» RAW DATA
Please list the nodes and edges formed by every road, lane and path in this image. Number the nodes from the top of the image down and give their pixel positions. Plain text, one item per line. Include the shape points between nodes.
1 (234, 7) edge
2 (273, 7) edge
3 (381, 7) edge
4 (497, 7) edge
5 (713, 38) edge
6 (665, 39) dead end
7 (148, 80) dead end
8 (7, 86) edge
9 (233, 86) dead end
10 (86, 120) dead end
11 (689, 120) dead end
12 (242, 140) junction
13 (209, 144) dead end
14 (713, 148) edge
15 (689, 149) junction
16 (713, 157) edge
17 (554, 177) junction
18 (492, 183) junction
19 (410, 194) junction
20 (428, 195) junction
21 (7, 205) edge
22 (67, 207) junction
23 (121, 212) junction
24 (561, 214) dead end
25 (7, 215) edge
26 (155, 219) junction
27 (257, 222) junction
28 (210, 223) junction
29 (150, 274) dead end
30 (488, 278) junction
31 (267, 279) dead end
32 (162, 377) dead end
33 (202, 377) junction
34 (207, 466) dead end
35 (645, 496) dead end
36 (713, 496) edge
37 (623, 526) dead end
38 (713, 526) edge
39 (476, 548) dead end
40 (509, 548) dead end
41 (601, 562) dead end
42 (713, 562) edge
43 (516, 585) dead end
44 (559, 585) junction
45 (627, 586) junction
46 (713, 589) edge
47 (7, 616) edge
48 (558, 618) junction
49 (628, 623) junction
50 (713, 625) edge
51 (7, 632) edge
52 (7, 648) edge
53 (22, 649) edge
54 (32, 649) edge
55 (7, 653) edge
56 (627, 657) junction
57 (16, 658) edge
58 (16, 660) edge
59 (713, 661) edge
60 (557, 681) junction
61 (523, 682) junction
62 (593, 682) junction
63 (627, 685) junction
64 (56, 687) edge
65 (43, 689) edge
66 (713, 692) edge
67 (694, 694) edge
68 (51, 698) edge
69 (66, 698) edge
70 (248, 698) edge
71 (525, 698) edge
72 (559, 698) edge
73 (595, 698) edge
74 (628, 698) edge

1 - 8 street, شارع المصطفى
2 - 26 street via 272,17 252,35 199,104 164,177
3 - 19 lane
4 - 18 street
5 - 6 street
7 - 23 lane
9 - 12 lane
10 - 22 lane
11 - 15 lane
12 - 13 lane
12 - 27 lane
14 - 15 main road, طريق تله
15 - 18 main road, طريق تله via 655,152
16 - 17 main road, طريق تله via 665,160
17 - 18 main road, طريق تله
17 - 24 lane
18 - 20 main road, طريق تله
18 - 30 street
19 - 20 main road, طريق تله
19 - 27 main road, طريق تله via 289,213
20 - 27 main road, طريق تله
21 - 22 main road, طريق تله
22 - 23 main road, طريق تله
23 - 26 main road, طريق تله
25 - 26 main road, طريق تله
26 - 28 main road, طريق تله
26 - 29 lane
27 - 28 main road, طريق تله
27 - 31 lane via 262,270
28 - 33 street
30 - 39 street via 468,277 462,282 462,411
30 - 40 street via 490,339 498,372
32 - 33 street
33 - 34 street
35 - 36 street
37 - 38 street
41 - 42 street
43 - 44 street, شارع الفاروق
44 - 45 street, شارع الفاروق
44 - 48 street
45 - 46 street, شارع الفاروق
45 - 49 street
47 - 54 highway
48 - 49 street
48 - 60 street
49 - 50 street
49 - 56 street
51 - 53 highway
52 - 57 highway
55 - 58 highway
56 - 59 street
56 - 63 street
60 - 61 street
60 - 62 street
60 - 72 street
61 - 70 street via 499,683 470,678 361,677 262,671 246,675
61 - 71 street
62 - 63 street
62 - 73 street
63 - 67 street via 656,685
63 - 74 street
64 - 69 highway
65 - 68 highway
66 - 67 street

» ACTIVITY
Transcribe each line above exactly; skip none.

» EXERCISE RESPONSE
Please list the nodes and edges formed by every road, lane and path in this image. Number the nodes from the top of the image down and give their pixel positions. Plain text, one item per line. Include the shape points between nodes.
1 (234, 7) edge
2 (273, 7) edge
3 (381, 7) edge
4 (497, 7) edge
5 (713, 38) edge
6 (665, 39) dead end
7 (148, 80) dead end
8 (7, 86) edge
9 (233, 86) dead end
10 (86, 120) dead end
11 (689, 120) dead end
12 (242, 140) junction
13 (209, 144) dead end
14 (713, 148) edge
15 (689, 149) junction
16 (713, 157) edge
17 (554, 177) junction
18 (492, 183) junction
19 (410, 194) junction
20 (428, 195) junction
21 (7, 205) edge
22 (67, 207) junction
23 (121, 212) junction
24 (561, 214) dead end
25 (7, 215) edge
26 (155, 219) junction
27 (257, 222) junction
28 (210, 223) junction
29 (150, 274) dead end
30 (488, 278) junction
31 (267, 279) dead end
32 (162, 377) dead end
33 (202, 377) junction
34 (207, 466) dead end
35 (645, 496) dead end
36 (713, 496) edge
37 (623, 526) dead end
38 (713, 526) edge
39 (476, 548) dead end
40 (509, 548) dead end
41 (601, 562) dead end
42 (713, 562) edge
43 (516, 585) dead end
44 (559, 585) junction
45 (627, 586) junction
46 (713, 589) edge
47 (7, 616) edge
48 (558, 618) junction
49 (628, 623) junction
50 (713, 625) edge
51 (7, 632) edge
52 (7, 648) edge
53 (22, 649) edge
54 (32, 649) edge
55 (7, 653) edge
56 (627, 657) junction
57 (16, 658) edge
58 (16, 660) edge
59 (713, 661) edge
60 (557, 681) junction
61 (523, 682) junction
62 (593, 682) junction
63 (627, 685) junction
64 (56, 687) edge
65 (43, 689) edge
66 (713, 692) edge
67 (694, 694) edge
68 (51, 698) edge
69 (66, 698) edge
70 (248, 698) edge
71 (525, 698) edge
72 (559, 698) edge
73 (595, 698) edge
74 (628, 698) edge

1 - 8 street, شارع المصطفى
2 - 26 street via 272,17 252,35 199,104 164,177
3 - 19 lane
4 - 18 street
5 - 6 street
7 - 23 lane
9 - 12 lane
10 - 22 lane
11 - 15 lane
12 - 13 lane
12 - 27 lane
14 - 15 main road, طريق تله
15 - 18 main road, طريق تله via 655,152
16 - 17 main road, طريق تله via 665,160
17 - 18 main road, طريق تله
17 - 24 lane
18 - 20 main road, طريق تله
18 - 30 street
19 - 20 main road, طريق تله
19 - 27 main road, طريق تله via 289,213
20 - 27 main road, طريق تله
21 - 22 main road, طريق تله
22 - 23 main road, طريق تله
23 - 26 main road, طريق تله
25 - 26 main road, طريق تله
26 - 28 main road, طريق تله
26 - 29 lane
27 - 28 main road, طريق تله
27 - 31 lane via 262,270
28 - 33 street
30 - 39 street via 468,277 462,282 462,411
30 - 40 street via 490,339 498,372
32 - 33 street
33 - 34 street
35 - 36 street
37 - 38 street
41 - 42 street
43 - 44 street, شارع الفاروق
44 - 45 street, شارع الفاروق
44 - 48 street
45 - 46 street, شارع الفاروق
45 - 49 street
47 - 54 highway
48 - 49 street
48 - 60 street
49 - 50 street
49 - 56 street
51 - 53 highway
52 - 57 highway
55 - 58 highway
56 - 59 street
56 - 63 street
60 - 61 street
60 - 62 street
60 - 72 street
61 - 70 street via 499,683 470,678 361,677 262,671 246,675
61 - 71 street
62 - 63 street
62 - 73 street
63 - 67 street via 656,685
63 - 74 street
64 - 69 highway
65 - 68 highway
66 - 67 street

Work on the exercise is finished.